I lavori di riqualificazione in piazza Armandi a Fusignano riprendono a pieno regime in tutta l’area. Per circa un mese, infatti, gli interventi in una porzione del cantiere hanno subìto rallentamenti a causa del ritrovamento, sin dai primi scavi, di antichi reperti storici, subito affidati al vaglio degli archeologi e della Soprintendenza Archeologia, Belle Arti e Paesaggio per le province di Ravenna, Forlì-Cesena e Rimini.
Nello specifico, sono venute alla luce alcune arche sepolcrali e diverse strutture murarie riconducibili alle fondazioni dell’antico campanile e di una porzione della vecchia chiesa arcipretale. L’edificio sacro sorgeva sull’area dell’attuale piazza a partire dal XVI secolo e, dopo varie modifiche nel tempo, fu demolito nel 1899. La chiesa venne poi ricostruita all’inizio del Novecento in una posizione differente, lasciando spazio alla piazza ma conservando il vecchio campanile, prima della definitiva distruzione durante la seconda guerra mondiale e la successiva riedificazione nel 1956 su progetto dell’architetto Alberto Legnani.

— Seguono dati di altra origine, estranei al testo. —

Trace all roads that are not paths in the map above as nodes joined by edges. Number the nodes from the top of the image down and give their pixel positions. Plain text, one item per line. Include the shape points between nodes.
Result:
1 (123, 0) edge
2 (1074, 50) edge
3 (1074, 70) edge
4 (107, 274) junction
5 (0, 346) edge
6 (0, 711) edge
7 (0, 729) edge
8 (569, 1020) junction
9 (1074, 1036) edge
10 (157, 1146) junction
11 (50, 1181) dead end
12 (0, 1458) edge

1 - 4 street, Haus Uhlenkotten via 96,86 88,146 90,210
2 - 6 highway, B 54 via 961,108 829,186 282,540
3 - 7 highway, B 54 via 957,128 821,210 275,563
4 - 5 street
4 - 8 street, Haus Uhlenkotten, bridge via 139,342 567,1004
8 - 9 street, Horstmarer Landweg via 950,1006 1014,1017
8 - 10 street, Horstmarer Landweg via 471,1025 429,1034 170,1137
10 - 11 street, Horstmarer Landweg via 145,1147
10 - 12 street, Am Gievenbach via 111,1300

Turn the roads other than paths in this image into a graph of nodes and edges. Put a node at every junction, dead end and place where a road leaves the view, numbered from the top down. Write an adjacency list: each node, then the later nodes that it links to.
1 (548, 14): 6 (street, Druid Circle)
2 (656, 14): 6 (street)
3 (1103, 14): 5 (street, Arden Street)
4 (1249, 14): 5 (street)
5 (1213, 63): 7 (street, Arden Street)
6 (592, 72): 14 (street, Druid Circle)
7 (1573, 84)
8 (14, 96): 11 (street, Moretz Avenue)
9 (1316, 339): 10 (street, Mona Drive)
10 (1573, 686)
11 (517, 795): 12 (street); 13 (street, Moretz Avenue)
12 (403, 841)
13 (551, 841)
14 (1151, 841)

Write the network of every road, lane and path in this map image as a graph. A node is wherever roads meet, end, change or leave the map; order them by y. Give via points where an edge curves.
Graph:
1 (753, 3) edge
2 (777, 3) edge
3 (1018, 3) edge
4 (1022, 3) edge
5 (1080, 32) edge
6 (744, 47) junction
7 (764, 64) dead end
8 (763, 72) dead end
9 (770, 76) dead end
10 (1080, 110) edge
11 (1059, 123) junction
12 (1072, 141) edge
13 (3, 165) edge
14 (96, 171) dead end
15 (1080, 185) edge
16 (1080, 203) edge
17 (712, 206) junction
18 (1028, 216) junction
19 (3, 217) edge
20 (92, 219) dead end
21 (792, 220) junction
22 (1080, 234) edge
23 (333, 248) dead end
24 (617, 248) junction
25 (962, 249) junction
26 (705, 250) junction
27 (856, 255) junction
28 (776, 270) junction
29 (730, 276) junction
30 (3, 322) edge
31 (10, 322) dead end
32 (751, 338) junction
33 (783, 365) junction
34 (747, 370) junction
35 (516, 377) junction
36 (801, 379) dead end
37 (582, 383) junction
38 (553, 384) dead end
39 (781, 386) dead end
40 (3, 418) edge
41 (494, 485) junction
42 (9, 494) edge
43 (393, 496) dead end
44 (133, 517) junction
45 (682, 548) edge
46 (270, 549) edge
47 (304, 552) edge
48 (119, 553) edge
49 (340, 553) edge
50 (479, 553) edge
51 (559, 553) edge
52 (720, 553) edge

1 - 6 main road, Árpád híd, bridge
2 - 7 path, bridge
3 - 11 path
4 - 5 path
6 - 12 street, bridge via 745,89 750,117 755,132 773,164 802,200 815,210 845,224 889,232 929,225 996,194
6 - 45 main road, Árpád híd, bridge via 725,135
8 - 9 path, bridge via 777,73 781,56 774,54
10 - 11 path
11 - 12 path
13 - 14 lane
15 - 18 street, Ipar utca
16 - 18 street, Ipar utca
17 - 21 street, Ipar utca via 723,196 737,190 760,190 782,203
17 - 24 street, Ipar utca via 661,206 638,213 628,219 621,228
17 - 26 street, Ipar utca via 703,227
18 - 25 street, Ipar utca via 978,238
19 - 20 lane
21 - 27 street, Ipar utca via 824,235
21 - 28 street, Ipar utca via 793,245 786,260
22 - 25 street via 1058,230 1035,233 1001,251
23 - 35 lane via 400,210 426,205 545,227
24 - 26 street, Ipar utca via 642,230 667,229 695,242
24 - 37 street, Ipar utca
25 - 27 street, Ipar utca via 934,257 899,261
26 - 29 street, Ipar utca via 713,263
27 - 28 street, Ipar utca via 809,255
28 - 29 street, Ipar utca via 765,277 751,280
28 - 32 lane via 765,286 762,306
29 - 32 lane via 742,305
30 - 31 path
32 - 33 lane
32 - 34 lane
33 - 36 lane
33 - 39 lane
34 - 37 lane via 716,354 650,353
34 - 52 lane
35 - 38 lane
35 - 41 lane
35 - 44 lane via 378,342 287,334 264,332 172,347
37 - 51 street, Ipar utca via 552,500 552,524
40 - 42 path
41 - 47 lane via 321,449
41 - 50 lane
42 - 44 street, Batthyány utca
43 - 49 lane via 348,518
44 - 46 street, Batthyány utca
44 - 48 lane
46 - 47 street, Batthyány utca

Il sindaco Nicola Pondi ha evidenziato come questa complessità, seppur prevista, sia stata gestita al meglio grazie alla collaborazione tra i vari professionisti coinvolti. Il primo cittadino ha sottolineato come i ritrovamenti rappresentino una preziosa occasione per arricchire il patrimonio storico del comune e rileggere le fasi evolutive che hanno trasformato la cittadina. Il cantiere non si è mai fermato del tutto e, dopo la proroga di un mese richiesta dalla Soprintendenza in costante contatto con gli uffici comunali, le attività ripartono ovunque.
L’opera di riqualificazione di piazza Armandi comporta un investimento complessivo di 400mila euro, di cui 320mila finanziati nell’ambito dell’Atuss dell’Unione della Bassa Romagna tramite i fondi europei Fesr e Fse+ della Regione Emilia-Romagna. Il progetto rientra nel piano per «l’Architettura urbana verde» e punta alla de-sigillazione del suolo, al potenziamento della sicurezza idraulica e all’aumento delle aree verdi urbane.